> _Task statement_: Filter the records for lines holding the string "shadow".

> _Source material_:
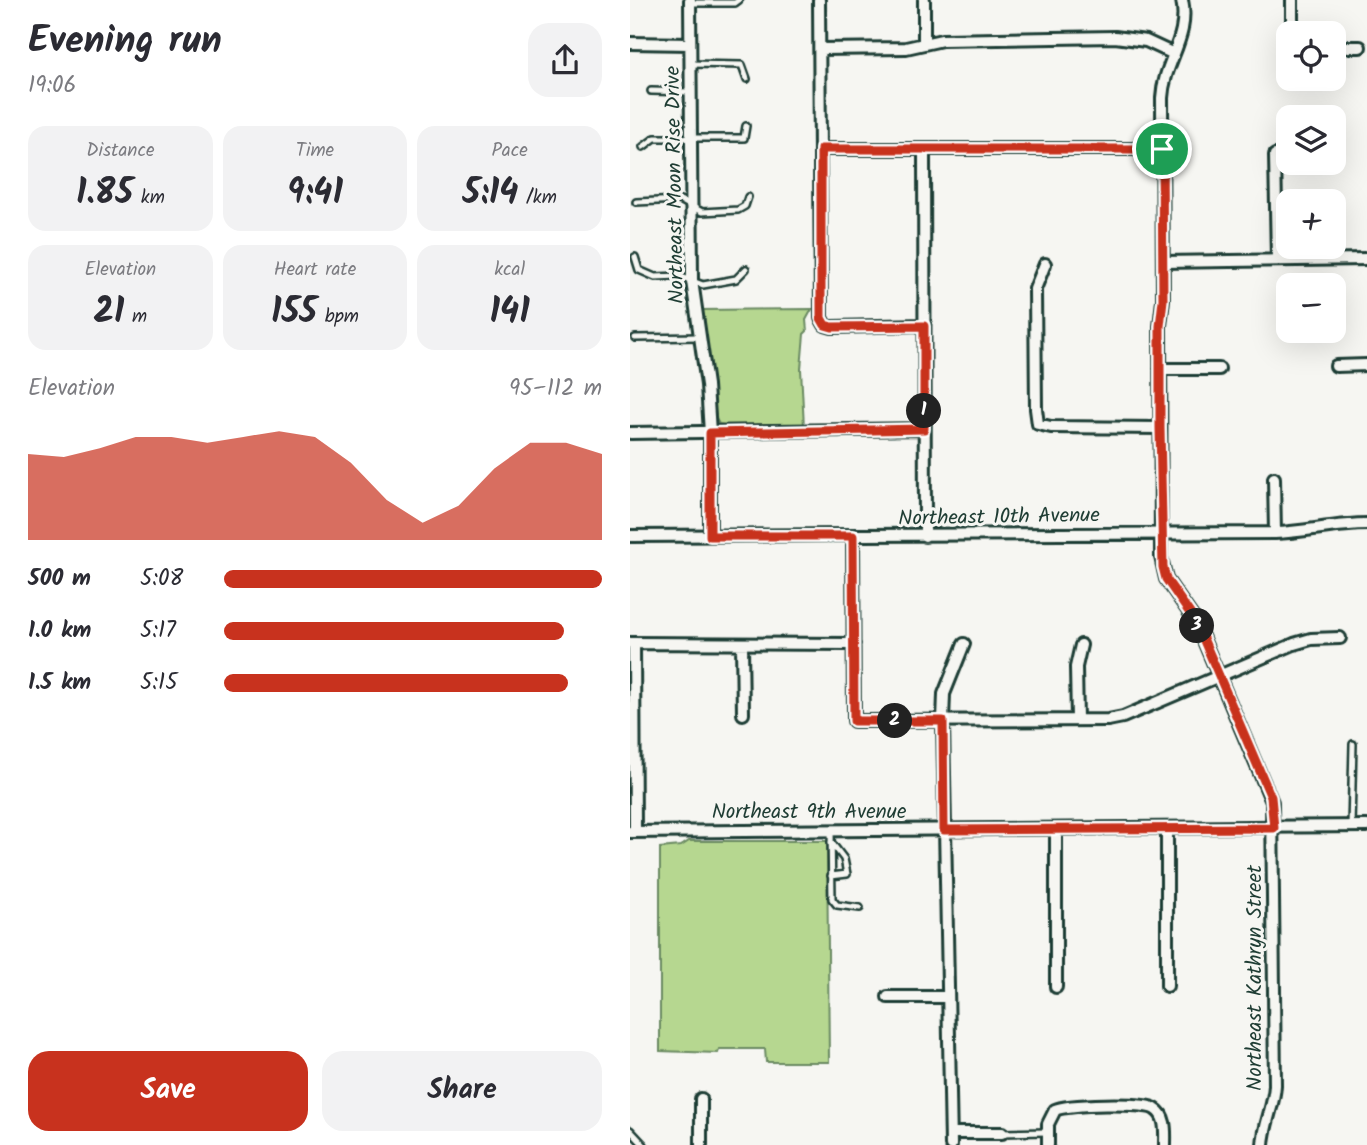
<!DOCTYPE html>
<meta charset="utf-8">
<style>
:root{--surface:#fff;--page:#f2f2f3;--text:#2b2b33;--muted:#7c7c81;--accent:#c8321e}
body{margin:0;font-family:Kalam,sans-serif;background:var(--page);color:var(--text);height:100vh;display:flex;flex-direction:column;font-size:26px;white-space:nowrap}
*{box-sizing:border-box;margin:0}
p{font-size:23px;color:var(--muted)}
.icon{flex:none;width:38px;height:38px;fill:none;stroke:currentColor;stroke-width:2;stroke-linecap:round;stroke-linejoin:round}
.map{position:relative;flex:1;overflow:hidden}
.panel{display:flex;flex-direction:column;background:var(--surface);width:630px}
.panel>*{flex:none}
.fabs{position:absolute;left:646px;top:21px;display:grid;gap:14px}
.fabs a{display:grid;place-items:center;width:70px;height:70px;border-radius:14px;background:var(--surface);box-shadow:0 7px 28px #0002;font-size:35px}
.pin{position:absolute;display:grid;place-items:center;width:60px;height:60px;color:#fff;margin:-30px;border:4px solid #fff;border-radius:50%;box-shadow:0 2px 7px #0007}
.km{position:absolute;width:35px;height:35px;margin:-18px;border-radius:50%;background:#222;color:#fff;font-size:19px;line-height:35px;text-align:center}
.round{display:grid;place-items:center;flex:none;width:74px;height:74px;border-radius:21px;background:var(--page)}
.overview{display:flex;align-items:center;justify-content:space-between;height:119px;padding:0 28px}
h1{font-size:38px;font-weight:800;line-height:52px}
.figures{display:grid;grid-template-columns:repeat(3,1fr);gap:10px;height:119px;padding:7px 28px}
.figures div{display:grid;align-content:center;border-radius:18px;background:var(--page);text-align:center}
.figures b{font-size:35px;font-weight:800}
.figures small{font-size:19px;font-weight:400}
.figures p{font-size:19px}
.chart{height:196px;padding:14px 28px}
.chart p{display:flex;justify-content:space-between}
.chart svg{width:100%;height:126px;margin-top:7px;fill:var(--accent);opacity:.7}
.button{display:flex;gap:14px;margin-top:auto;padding:14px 28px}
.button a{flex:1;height:80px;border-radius:21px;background:var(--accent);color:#fff;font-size:28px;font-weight:800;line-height:80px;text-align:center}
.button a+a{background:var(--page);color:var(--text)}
ul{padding:0 28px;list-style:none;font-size:23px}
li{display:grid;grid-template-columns:112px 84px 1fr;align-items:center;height:52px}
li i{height:18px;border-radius:9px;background:var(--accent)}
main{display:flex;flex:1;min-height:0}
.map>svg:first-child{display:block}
.green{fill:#b6d790;stroke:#6a8a62;stroke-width:2}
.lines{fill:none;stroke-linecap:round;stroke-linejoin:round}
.service-casing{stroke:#1f3d34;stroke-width:10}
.minor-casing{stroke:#1f3d34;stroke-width:16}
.service{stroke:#f6f6f2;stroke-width:5}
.minor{stroke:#f6f6f2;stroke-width:10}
.route-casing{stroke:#fff;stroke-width:14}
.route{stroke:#c8321e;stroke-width:9}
.labels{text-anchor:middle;stroke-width:6;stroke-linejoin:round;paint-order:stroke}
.street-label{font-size:21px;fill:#1f3d34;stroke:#f6f6f2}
</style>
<main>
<section class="panel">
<div class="overview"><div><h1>Evening run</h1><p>19:06</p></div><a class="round"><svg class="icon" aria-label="share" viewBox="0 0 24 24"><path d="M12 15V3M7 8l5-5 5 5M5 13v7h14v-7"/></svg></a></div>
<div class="figures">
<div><p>Distance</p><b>1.85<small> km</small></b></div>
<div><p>Time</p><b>9:41</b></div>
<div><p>Pace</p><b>5:14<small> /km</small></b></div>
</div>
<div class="figures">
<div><p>Elevation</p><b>21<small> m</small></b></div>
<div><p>Heart rate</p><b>155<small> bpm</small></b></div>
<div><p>kcal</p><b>141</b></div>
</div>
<div class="chart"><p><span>Elevation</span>95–112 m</p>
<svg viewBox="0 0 160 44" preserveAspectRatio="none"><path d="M0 44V14L10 15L20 12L30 8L40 8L50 10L60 8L70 6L80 8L90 17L100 30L110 38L120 32L130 19L140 10L150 10L160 14V44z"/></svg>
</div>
<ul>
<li><b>500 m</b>5:08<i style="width:100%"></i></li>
<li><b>1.0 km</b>5:17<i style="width:90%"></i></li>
<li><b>1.5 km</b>5:15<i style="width:91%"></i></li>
</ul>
<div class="button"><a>Save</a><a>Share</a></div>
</section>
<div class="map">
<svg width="737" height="1145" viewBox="0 0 737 1145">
<rect width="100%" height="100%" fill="#f6f6f2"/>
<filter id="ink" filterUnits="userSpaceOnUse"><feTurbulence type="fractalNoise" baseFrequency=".0143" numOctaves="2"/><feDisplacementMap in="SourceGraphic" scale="14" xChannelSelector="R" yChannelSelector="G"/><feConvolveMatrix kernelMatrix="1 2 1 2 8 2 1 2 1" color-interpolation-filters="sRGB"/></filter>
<g filter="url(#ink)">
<path class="green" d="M 182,309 L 176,320 L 177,331 L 174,334 L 171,369 L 174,427 L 106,427 L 89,424 L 86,419 L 81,375 L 70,310 Z
M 59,841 L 197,841 L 199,1062 L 136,1062 L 135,1049 L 89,1049 L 88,1053 L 30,1051 L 30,848 L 51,846 Z"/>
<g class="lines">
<defs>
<path id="service" d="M 60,3 L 105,3 L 109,0
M 60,64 L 112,65 L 117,79
M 21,91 L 61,92
M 13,147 L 25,138 L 114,138 L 116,126
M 6,202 L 50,200 L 72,212 L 108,210 L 115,206 L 118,197
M 5,257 L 9,270 L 25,277 L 49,276 L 73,285 L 106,279 L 116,269
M 5,338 L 69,337
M 721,827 L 723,744
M 201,830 L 202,899 L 207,905 L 230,908
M 201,842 L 214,859 L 217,874 L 201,876
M 0,1130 L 14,1145
M 372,1133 L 418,1132"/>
<path id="minor" d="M 60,0 L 62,281 L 77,385 L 80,433 L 80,536
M 189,0 L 191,318 L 195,325 L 202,327 L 294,325
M 294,0 L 294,43
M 552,0 C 560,38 534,61 532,98 L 533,300 L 530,326 L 531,557 L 536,579 L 566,622 L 642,802 L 645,1085 C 644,1106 634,1124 633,1145
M 662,0 L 662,33
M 0,43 L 60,44
M 704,47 L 730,47
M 190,49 L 276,48 L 312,40 L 485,37 L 516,41 L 544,54
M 191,149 L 532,149
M 294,149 L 295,536
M 645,155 L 647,260
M 533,262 L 737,259
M 415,264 L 405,289 L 406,409 L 408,424 L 421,427 L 530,428
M 706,366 L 737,365
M 530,369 L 589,369
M 0,433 L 294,429
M 644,478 L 645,533
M 0,536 L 645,533 C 676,532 705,524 737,524
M 223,536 L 224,721 L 478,720 L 493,717 L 664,644 L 681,639 L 710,638
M 0,643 L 224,644
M 4,643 L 5,832
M 112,644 L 113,714
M 447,720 L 446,667 L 451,645
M 537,828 L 537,986
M 426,829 L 426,987
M 0,832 L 737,826
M 258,997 L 318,997
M 71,1099 L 71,1145
M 321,1133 L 372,1133
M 321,1145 L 313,721 L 314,694 L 334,644
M 418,1145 L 418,1124 L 425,1110 C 436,1104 515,1102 525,1109 C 537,1116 535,1133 535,1145"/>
</defs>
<use href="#service" class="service-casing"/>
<use href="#minor" class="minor-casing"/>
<use href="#service" class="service"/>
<use href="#minor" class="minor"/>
</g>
</g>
<g class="lines" filter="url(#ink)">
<defs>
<path id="route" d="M 191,149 L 532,149 L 533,300 L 530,326 L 530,428 L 533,567 L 536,579 L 566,622 L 641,797 L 644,828 L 314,830 L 313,721 L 224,721 L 223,536 L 80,536 L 80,433 L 294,429 L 294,326 L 202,327 L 195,325 L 191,318 Z"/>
</defs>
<use href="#route" class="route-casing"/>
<use href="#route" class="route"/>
</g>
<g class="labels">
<g class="street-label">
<text transform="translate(44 185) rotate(-91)" y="7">Northeast Moon Rise Drive</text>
<text transform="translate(369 516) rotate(-1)" y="7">Northeast 10th Avenue</text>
<text x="179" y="818">Northeast 9th Avenue</text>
<text transform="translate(624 978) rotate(-90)" y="7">Northeast Kathryn Street</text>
</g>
</g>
</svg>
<div class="fabs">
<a><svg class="icon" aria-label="locate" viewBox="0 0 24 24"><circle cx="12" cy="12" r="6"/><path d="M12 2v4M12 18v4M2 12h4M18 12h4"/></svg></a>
<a><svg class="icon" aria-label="layers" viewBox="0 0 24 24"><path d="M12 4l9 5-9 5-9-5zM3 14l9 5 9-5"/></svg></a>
<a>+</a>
<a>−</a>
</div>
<div class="pin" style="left:532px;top:149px;background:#1e9e55"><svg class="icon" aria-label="arrive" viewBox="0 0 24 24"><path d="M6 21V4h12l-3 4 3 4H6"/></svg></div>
<b class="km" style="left:294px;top:411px">1</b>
<b class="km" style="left:265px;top:721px">2</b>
<b class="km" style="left:567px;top:626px">3</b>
</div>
</main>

> _Written answer_:
.fabs a{display:grid;place-items:center;width:70px;height:70px;border-radius:14px;background:var(--surface);box-shadow:0 7px 28px #0002;font-size:35px}
.pin{position:absolute;display:grid;place-items:center;width:60px;height:60px;color:#fff;margin:-30px;border:4px solid #fff;border-radius:50%;box-shadow:0 2px 7px #0007}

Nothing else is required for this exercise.